Mas pode haver uma dedicatória
falhada? Não o será para quem a lê, que a indulgência que abençoa a intenção
escanhoa as impurezas que atraiçoam a formosura da dedicatória. Ao contrário
para quem a escreveu: a dedicatória fracassada é um punhal que entra fundo na
carne, entra pela mão que levanta a caneta e de onde se afeiçoa a incapacidade
para as palavras ricas. Em vez de palavras ricas, merecidas a quem são
dedicadas, o sangue pungente que escorre da mão de quem as compõe. Pode ser
apenas momento falhado, ou noite mal dormida que furtou a inspiração; as
palavras são vãs, uma escrita falhada. E nem tem desiderato amarrotar o papel e
voltar a uma folha em branco, que as palavras desbotadas são pálida imagem do
sentimento que devia vir aninhado nas palavras açambarcadas pela dedicatória.

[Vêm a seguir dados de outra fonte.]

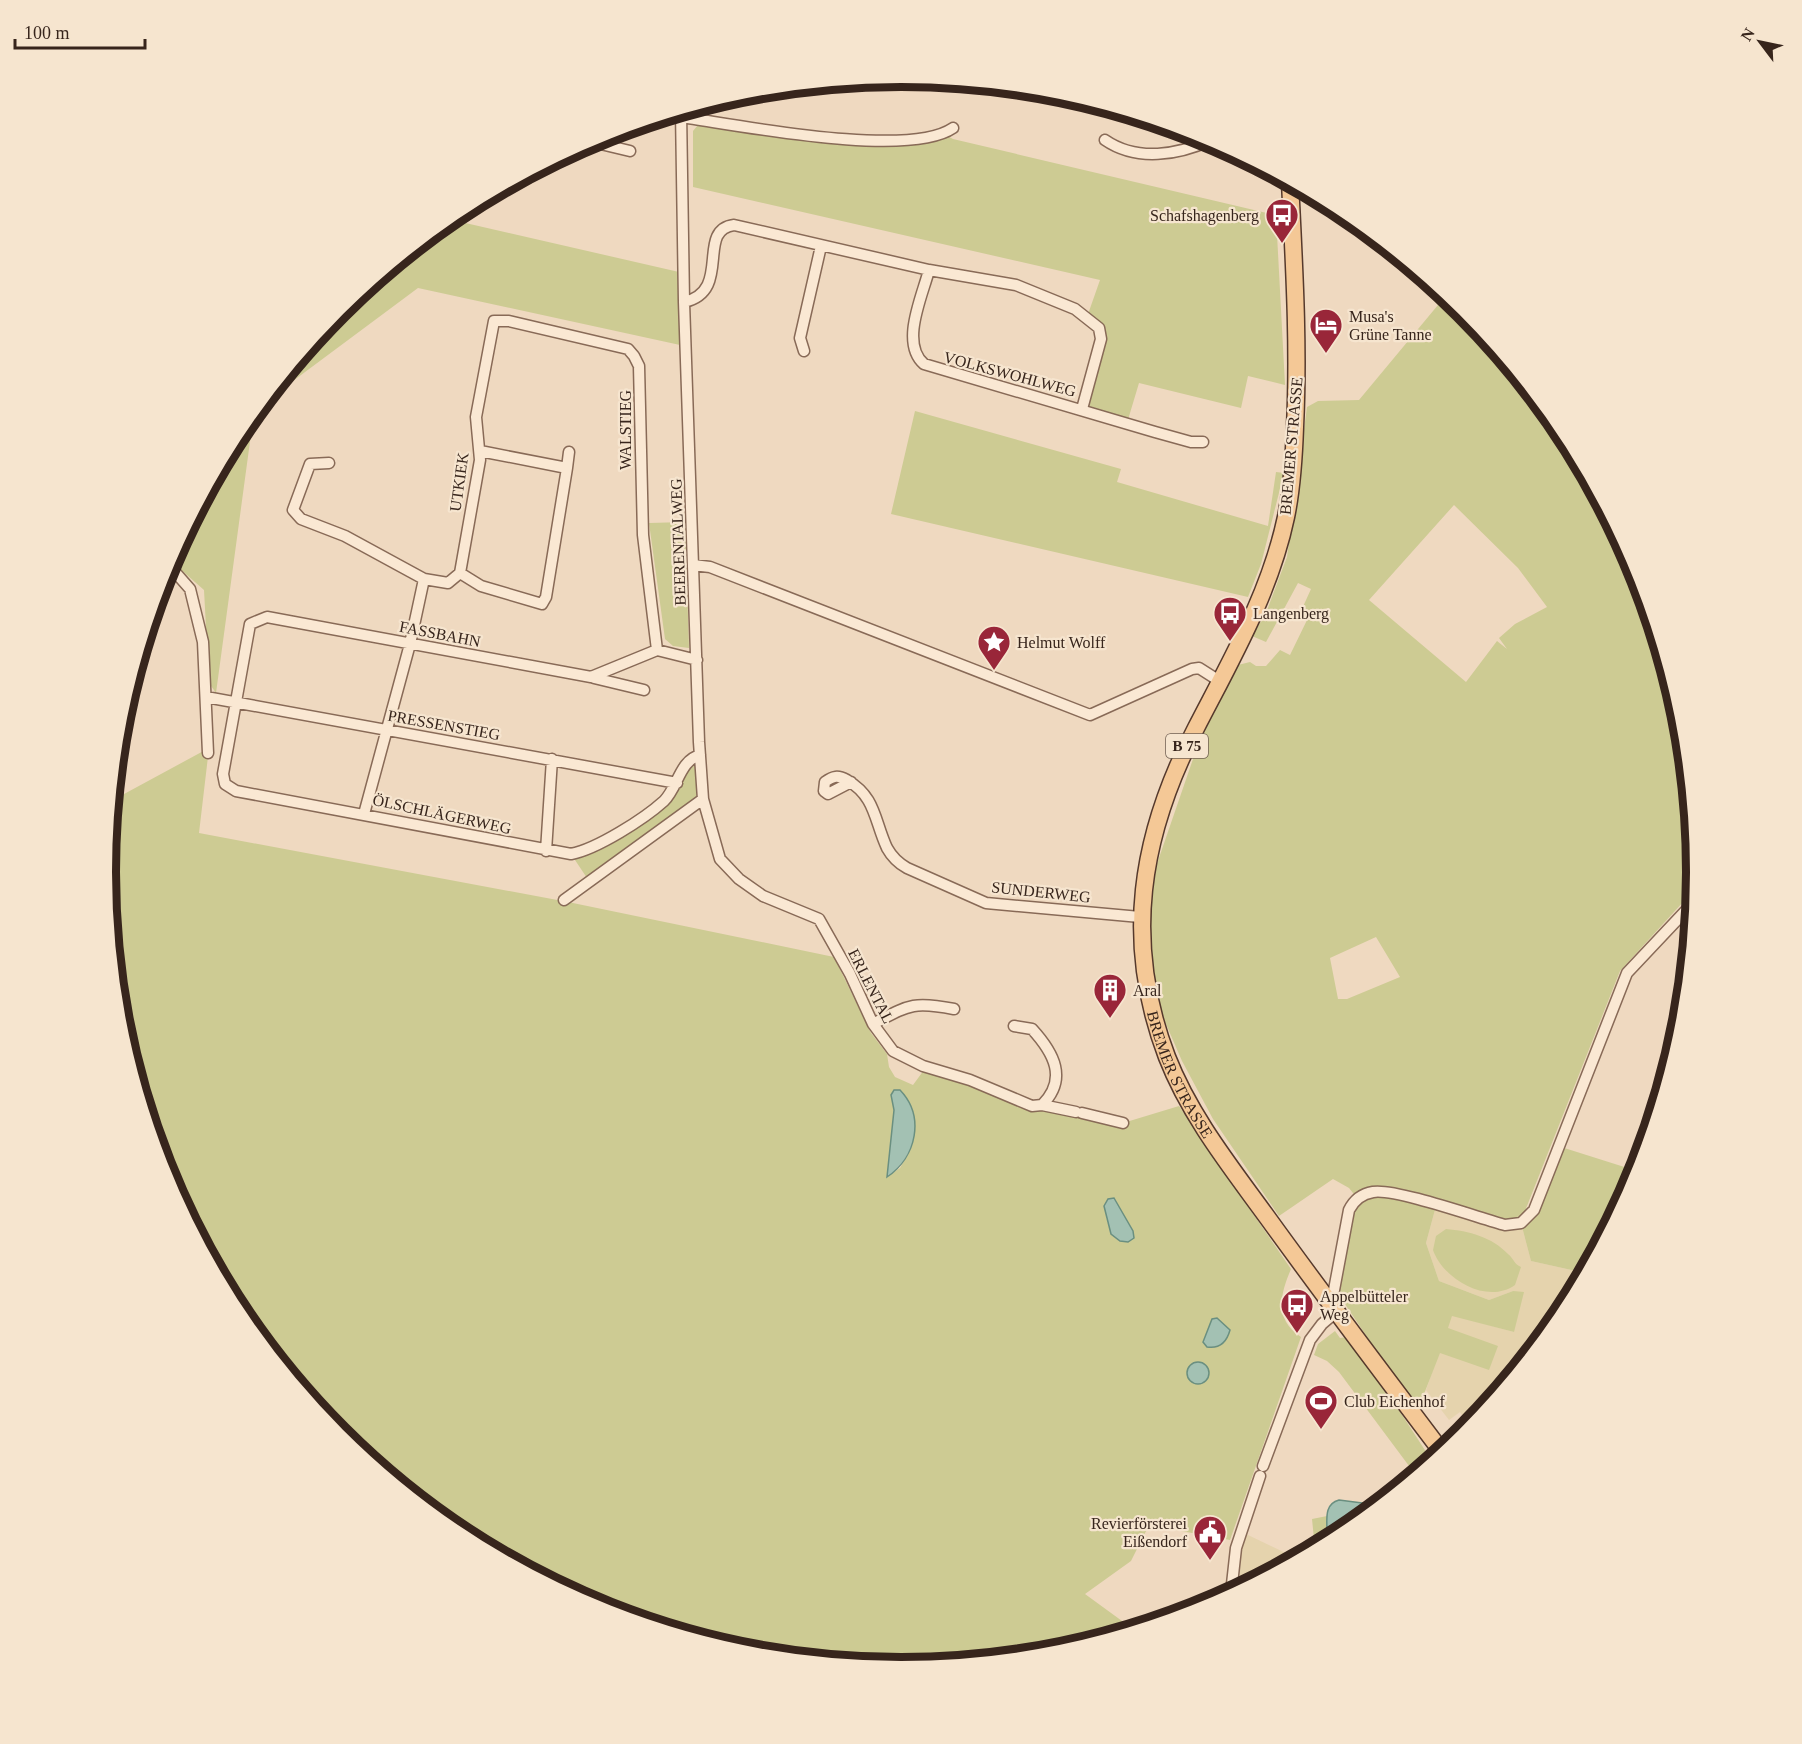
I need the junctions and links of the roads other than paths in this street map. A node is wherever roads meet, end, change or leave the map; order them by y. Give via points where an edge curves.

Que o papel amachucado forneça sinal
bastante. A teimosia desamarrota-o para revolver as palavras pelas entranhas,
misturando-as numa nova forma, acrescentando algumas que se julgam de inspirada
matéria. Os olhos devolvem-se ao texto. Um esgar de desprazer desce das
sobrancelhas ao resto do rosto. Nem a música a preceito, a música tantas vezes
musa, embolsa a inspiração a que se perdeu o rasto. De tão rasurada, a folha
enxameada de borrões mortificados perdeu serventia. Fica perdida onde se
sepultam os detritos. Finada a dedicatória que não pedia meças às ricas
palavras. Não havia lírios vicejantes, ou poemas relidos, ou memórias
emolduradas a ouro fino, que houvessem de vir em socorro das palavras que não
conseguiam ser ricas. A filigrana das palavras, das que eram pedidas para a
dedicatória não ser banal, podia ser que viesse com a alvorada.
Em dias como estes, a lucidez adia a
dedicatória.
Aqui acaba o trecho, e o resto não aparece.